Sunday, May 17, 2009

Ramirez Last Great Slugger?

First appeared on May 14th, 2009
in The Lebanon Reporter

When Major League Baseball announced they had slapped outfielder Manny Ramirez with an enormous 50 game suspension for a drug violation Dodgers fans weren’t the only ones disappointed. Apologists dismiss his flaky antics as “Manny being Manny” but those card carrying members of the “Ramirez Haters Club” were disgusted when he took the field with a water bottle in his back pocket or disappeared inside the scoreboard at Fenway (while he was supposed to be playing left field). Many agree that far too often Ramirez has went out of his way to stick a finger in the eye of the one sport still played with a perceptible level of reverence. In both demanding to be traded off one of the best teams in baseball and high-fiving fans while fielding a ball in play, Ramirez has proven himself to be the closest thing to Dennis Rodman Major League Baseball can muster.
So it is with all the hullabaloo surrounding steroids in baseball we as a nation find ourselves once again captivated by it all. Try as they may some can’t shake the image of baseball commissioner Bud Selig as the crotchety cowhand burning asterisks into the hides of a seemingly never-ending string of superstars with his red hot cattle prod. Asterisks meant to stand forever as a reminder to future generations that the performance of these men wasn’t authentic.
As the doping drumbeat reached what we all hoped was a crescendo, some clung to a quiet hope that Manny Ramirez was the last real slugger in baseball. Not a juiced up modern day version of Ty Cobb, but the real deal. An athlete fueled only by pure adrenaline and the skills he’s been blessed with yet still an absolute killer capable of forcing even the craftiest of major league pitchers into the stress center or an early retirement.
As if his mercurial nature, pine tar coated helmet and frumpy uniform weren’t enough, most would guess Ramirez was born devoid of skill after seeing him scramble in the outfield for loose balls like he was barefoot on ice. But he can hit. Just ask Cubs fans. He is one of the toughest outs in baseball and, while openly loathing him, part of me wanted so much to believe his numbers were legitimate. For what true sports fan doesn’t harbor a desire to witness greatness in any given sport. Those rare few set apart by the perfect combination of genetics and mechanics. For me, until last week, that was Manny Ramirez.

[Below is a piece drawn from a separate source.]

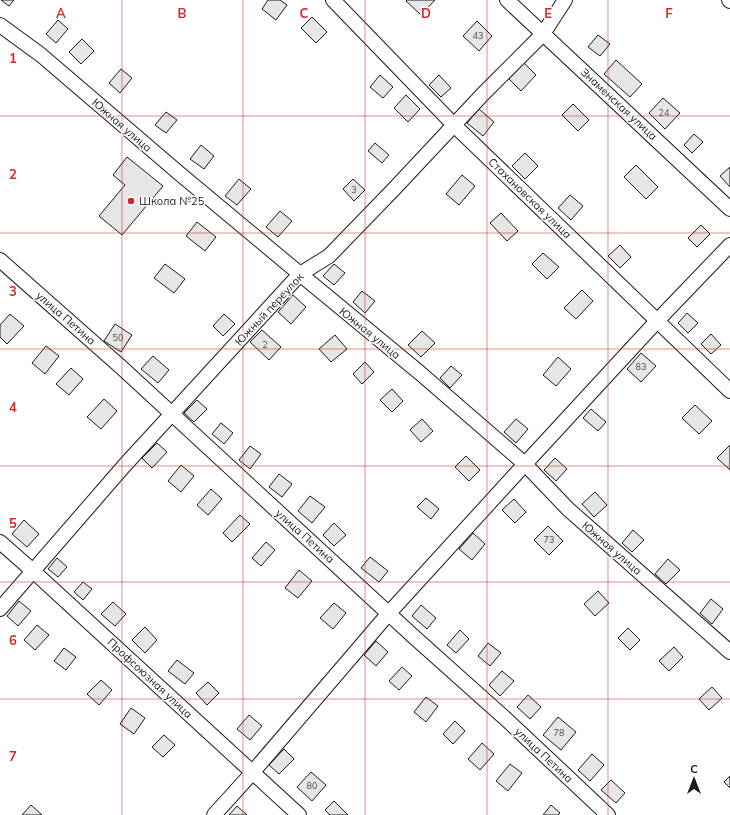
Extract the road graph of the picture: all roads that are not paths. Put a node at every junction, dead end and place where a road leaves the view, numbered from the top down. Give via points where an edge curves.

Perhaps it’s simply my selfish side longing for the day I’m afghan cloaked and rocker bound telling my grandchildren about him. Their little blue eyes staring back with wide eyed wonder as if I had uttered the names Ruth, Cobb or Mantle. Of course since I Nautilus three times a day and ingest more calories than Michael Phelps and a pride of Kalahari Lion combined, the year will most likely be 2109 and my grandchildren will probably be teleported next to me on the couch in holographic form as we watch the Cubs making that dreaded long road trip to Mars.

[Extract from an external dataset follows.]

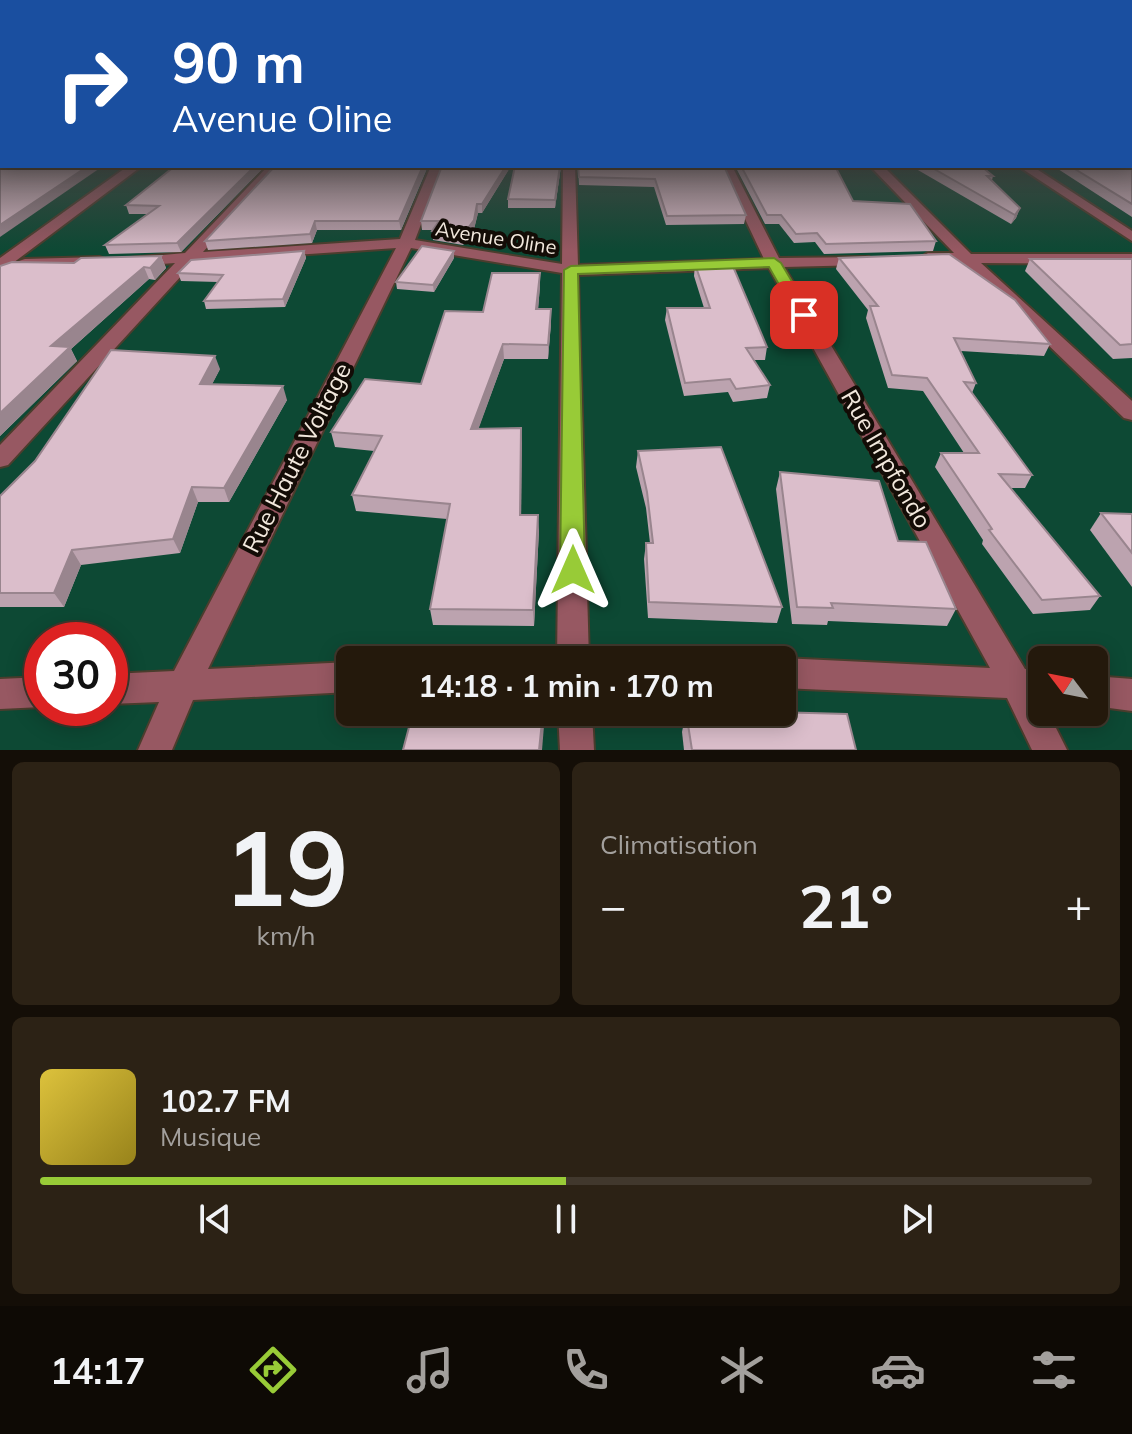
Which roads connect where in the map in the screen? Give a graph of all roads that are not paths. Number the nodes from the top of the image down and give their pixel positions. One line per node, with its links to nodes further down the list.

But with Manny’s suspension of course now all of that is toast. Perhaps as a nation we need not make an effort to raise suspicion, convict or sentence Ramirez, wait Major League Baseball has already done that; rather it may be time we all looked in the mirror. It may be the problems with baseball run deeper than first believed; for it could be they serve as a harbinger of trouble within our larger culture as a whole.